- Arcade flyer
- Developer: Namco
- Publisher: Namco
- Composers: Hiroto Sasaki Nobuyoshi Sano
- Platform: Arcade
- Release: JP: February 1995;
- Genre: Sports
- Modes: Single-player, multiplayer
- Arcade system: Namco NB-2

= Mach Breakers =

1995 video game

 is a 1995 sports video game developed and published by Namco for arcades. It was released in Japan in February 1995. It is the sequel to Numan Athletics, released in 1993 two years prior.

Hamster Corporation released the game as part of their Arcade Archives series for the Nintendo Switch and PlayStation 4, as well as their Arcade Archives 2 series for the Nintendo Switch 2, PlayStation 5 and Xbox Series X/S in September 2025.

== Gameplay ==
The players must take control of up to seven new (and selectable) Numans with different speed and power levels, who must compete in a competition consisting of various absurd variations of sports. The competition takes place over five days, and on the second, third and fourth ones, there are three (four on the third day) different events that must be qualified for. If any player fails to qualify for an event on these days, they lose and will have to insert another coin and continuing in order to try again. Each of the Numans has their own unique ending sequence (much like the four lords from Exvania), which means a player will have to finish the game with all seven of them to see them all.

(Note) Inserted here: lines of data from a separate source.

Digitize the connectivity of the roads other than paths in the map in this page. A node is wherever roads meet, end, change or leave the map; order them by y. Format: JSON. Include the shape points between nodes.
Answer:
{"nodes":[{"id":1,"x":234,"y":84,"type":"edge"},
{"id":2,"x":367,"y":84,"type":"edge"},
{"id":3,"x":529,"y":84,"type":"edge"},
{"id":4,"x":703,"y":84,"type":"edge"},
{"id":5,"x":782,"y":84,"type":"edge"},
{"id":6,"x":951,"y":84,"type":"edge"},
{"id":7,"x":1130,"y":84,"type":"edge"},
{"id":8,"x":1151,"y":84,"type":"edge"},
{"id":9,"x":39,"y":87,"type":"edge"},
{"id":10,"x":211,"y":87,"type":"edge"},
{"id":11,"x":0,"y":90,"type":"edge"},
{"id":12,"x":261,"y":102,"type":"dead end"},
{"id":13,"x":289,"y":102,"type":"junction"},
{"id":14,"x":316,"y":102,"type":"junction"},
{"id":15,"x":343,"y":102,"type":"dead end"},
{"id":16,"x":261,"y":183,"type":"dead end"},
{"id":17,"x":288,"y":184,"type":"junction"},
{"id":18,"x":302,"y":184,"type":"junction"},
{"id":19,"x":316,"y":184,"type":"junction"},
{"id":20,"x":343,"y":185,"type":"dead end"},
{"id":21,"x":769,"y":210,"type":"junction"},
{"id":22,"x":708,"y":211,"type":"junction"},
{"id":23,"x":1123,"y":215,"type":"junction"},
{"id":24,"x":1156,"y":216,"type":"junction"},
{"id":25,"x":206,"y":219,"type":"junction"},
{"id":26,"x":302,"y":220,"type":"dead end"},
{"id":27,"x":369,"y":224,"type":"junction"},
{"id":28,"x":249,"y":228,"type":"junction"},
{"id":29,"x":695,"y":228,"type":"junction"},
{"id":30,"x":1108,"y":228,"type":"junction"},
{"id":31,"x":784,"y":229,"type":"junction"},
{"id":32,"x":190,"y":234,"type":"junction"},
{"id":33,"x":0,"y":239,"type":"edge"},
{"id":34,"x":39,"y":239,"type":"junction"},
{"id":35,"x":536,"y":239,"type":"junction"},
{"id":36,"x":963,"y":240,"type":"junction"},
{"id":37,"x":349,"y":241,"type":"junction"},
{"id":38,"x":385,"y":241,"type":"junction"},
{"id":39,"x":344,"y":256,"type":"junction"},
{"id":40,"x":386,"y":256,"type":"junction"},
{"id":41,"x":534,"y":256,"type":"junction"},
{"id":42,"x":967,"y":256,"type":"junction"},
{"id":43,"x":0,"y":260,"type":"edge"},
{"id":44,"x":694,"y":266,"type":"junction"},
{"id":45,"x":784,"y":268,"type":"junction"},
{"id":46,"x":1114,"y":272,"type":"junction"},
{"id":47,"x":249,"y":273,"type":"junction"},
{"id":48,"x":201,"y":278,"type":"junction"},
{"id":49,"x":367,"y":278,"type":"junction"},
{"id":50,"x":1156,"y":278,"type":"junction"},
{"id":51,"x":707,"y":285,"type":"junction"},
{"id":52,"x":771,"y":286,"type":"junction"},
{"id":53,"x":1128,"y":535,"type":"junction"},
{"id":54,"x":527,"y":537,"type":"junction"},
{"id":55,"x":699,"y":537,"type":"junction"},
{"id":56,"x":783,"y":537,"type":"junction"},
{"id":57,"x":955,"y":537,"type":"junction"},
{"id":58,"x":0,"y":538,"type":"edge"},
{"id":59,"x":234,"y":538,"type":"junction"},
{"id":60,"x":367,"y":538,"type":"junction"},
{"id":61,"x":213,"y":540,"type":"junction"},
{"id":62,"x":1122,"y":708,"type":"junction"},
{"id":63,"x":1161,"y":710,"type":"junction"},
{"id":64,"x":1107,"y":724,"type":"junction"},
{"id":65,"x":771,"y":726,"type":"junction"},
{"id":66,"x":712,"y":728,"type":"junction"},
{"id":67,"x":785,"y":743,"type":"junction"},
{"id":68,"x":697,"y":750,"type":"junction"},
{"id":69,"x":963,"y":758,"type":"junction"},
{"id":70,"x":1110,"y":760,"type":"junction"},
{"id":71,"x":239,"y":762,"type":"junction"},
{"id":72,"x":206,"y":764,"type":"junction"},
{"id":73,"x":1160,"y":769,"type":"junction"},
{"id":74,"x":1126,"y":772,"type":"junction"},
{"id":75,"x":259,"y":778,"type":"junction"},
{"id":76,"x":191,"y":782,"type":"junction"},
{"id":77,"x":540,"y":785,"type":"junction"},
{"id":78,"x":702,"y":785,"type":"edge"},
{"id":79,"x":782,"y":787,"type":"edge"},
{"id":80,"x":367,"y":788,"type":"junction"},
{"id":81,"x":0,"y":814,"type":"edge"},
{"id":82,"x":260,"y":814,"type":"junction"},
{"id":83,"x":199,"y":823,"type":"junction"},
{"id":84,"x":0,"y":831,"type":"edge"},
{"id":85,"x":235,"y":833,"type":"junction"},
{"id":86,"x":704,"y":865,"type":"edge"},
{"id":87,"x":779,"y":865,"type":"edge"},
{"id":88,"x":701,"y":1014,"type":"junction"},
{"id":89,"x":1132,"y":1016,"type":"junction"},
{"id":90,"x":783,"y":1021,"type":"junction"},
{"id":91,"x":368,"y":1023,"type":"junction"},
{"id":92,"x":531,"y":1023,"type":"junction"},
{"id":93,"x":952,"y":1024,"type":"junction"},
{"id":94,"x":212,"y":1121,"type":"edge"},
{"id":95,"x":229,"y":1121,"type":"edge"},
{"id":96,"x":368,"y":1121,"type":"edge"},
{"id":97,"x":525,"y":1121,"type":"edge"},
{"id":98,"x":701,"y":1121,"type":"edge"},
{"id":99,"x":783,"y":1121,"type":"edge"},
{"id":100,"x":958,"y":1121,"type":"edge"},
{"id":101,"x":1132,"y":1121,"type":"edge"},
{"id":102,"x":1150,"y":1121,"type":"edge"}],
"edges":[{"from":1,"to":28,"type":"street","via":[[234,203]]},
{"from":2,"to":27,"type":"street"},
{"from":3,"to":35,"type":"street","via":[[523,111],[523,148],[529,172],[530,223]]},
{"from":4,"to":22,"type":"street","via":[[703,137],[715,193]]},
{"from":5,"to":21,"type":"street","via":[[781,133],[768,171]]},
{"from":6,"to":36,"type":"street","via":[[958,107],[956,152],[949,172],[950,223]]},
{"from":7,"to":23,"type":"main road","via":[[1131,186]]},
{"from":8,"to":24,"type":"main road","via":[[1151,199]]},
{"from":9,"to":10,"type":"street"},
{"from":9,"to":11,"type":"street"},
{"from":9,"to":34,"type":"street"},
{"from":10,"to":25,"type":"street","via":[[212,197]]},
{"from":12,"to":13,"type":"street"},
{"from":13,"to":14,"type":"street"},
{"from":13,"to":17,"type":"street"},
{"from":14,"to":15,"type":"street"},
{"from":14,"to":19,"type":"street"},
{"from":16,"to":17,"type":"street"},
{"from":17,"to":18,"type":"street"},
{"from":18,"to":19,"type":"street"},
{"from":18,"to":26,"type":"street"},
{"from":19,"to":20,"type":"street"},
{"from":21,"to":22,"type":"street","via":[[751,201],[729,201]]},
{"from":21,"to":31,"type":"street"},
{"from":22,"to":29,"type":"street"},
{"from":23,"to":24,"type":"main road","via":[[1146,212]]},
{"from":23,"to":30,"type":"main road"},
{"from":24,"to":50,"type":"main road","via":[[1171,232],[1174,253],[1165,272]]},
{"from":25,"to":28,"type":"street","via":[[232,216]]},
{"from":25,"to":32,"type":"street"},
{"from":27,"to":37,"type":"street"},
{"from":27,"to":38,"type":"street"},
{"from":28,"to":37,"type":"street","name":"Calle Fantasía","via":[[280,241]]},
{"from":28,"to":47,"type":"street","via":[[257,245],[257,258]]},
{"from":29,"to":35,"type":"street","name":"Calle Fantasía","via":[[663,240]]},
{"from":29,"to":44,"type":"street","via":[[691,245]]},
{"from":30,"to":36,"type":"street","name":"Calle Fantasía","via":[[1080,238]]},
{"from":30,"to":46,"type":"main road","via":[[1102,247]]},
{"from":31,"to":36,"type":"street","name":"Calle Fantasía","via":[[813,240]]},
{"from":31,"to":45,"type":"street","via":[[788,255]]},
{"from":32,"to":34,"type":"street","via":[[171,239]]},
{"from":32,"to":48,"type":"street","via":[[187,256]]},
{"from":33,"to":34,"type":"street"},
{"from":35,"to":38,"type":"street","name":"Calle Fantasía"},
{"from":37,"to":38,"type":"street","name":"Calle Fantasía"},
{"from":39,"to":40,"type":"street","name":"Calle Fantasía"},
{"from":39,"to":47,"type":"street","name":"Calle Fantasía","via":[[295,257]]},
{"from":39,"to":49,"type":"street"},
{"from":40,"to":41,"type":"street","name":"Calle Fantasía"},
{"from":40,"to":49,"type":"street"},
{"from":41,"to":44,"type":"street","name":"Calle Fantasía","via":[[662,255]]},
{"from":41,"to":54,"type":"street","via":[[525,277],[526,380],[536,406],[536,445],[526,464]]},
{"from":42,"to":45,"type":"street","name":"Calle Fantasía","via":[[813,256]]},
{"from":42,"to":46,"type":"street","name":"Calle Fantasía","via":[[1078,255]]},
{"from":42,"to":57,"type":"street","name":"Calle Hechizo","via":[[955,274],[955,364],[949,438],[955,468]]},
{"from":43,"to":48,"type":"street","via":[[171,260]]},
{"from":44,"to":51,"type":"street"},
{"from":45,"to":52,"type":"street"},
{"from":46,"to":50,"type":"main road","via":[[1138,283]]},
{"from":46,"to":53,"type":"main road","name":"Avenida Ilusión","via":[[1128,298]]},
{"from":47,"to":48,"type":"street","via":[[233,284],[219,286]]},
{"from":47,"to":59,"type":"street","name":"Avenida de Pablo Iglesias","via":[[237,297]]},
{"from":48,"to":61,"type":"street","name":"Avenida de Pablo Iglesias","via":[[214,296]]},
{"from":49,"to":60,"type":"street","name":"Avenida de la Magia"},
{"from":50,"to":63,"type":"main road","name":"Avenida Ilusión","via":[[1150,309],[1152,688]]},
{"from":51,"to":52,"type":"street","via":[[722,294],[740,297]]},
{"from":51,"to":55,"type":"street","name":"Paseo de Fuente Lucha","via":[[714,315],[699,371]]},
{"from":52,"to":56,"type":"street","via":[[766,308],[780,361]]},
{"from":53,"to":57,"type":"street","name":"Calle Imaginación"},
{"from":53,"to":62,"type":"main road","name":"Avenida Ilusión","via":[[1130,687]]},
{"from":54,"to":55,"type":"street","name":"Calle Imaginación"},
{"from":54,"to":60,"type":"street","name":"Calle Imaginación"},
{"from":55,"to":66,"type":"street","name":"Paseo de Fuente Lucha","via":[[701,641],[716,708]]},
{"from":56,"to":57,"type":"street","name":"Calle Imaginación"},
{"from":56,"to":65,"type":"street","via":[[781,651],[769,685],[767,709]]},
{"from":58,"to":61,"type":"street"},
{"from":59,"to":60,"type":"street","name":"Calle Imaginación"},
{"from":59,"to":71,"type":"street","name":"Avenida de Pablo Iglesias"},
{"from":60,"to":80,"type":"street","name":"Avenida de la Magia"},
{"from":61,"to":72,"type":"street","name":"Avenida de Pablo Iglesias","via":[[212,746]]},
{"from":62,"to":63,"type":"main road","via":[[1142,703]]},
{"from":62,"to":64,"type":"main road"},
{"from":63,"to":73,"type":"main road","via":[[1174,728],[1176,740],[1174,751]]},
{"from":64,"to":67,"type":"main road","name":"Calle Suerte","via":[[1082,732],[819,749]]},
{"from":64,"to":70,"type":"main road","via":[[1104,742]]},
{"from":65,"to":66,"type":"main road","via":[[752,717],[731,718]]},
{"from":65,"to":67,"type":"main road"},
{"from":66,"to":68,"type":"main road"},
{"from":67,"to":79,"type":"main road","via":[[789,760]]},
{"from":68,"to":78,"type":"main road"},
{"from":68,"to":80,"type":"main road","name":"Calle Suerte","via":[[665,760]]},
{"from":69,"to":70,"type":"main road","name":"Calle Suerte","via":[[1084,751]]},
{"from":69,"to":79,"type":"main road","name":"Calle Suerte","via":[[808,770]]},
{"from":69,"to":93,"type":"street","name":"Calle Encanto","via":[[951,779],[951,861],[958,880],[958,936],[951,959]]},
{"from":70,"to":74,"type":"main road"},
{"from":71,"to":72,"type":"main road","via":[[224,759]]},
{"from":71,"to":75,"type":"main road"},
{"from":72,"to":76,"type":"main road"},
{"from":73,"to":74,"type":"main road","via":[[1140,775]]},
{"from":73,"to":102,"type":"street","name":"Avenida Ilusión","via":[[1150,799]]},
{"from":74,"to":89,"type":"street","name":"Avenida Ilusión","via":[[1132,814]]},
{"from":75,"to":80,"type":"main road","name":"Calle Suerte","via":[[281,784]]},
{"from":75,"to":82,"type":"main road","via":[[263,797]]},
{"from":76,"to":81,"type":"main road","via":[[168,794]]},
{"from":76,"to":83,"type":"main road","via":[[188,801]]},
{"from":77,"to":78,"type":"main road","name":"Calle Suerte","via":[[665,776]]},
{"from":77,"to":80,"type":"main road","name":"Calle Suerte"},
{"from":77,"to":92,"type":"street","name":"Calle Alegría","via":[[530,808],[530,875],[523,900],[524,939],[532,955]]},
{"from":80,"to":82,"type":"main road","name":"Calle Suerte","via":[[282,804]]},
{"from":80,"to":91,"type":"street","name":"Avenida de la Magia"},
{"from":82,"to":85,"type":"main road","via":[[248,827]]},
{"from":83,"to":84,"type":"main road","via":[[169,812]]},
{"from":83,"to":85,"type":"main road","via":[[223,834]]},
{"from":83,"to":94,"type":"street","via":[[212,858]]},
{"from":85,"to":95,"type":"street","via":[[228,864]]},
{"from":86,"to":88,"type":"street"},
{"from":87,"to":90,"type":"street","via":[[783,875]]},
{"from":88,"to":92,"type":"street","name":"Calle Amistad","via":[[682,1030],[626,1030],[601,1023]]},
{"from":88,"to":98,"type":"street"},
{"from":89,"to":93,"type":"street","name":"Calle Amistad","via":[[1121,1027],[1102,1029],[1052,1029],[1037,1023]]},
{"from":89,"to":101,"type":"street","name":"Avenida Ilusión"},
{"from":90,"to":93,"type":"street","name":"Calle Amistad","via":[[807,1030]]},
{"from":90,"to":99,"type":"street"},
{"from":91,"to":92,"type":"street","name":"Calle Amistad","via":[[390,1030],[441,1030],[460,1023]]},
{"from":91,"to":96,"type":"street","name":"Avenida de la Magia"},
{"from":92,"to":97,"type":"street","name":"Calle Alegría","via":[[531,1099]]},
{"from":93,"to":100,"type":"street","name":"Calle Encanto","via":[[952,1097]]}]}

The starter lights on the "Hyper Glider" event also look like Pac-Man, and a picture of him also appears on the side of a passing airship (along with Prince Gilgamesh and Princess Ki from The Tower of Druaga, Momo Kanda from Wonder Momo, Valkyrie from Valkyrie no Densetsu, Hiromi Tengenji from Burning Force, and Pitt and Patti from Tinkle Pit), while Miyuki Chan (from Ordyne) can get seen running a "Prince Paco" (from Marvel Land) taco stand, and the Dig Dug characters can be seen in the "Ground Spike" event as the crack a Numan makes in the ground goes deeper.

== Reception ==
In Japan, Game Machine listed Mach Breakers on their April 1, 1995 issue as being the ninth most-successful arcade game of the month.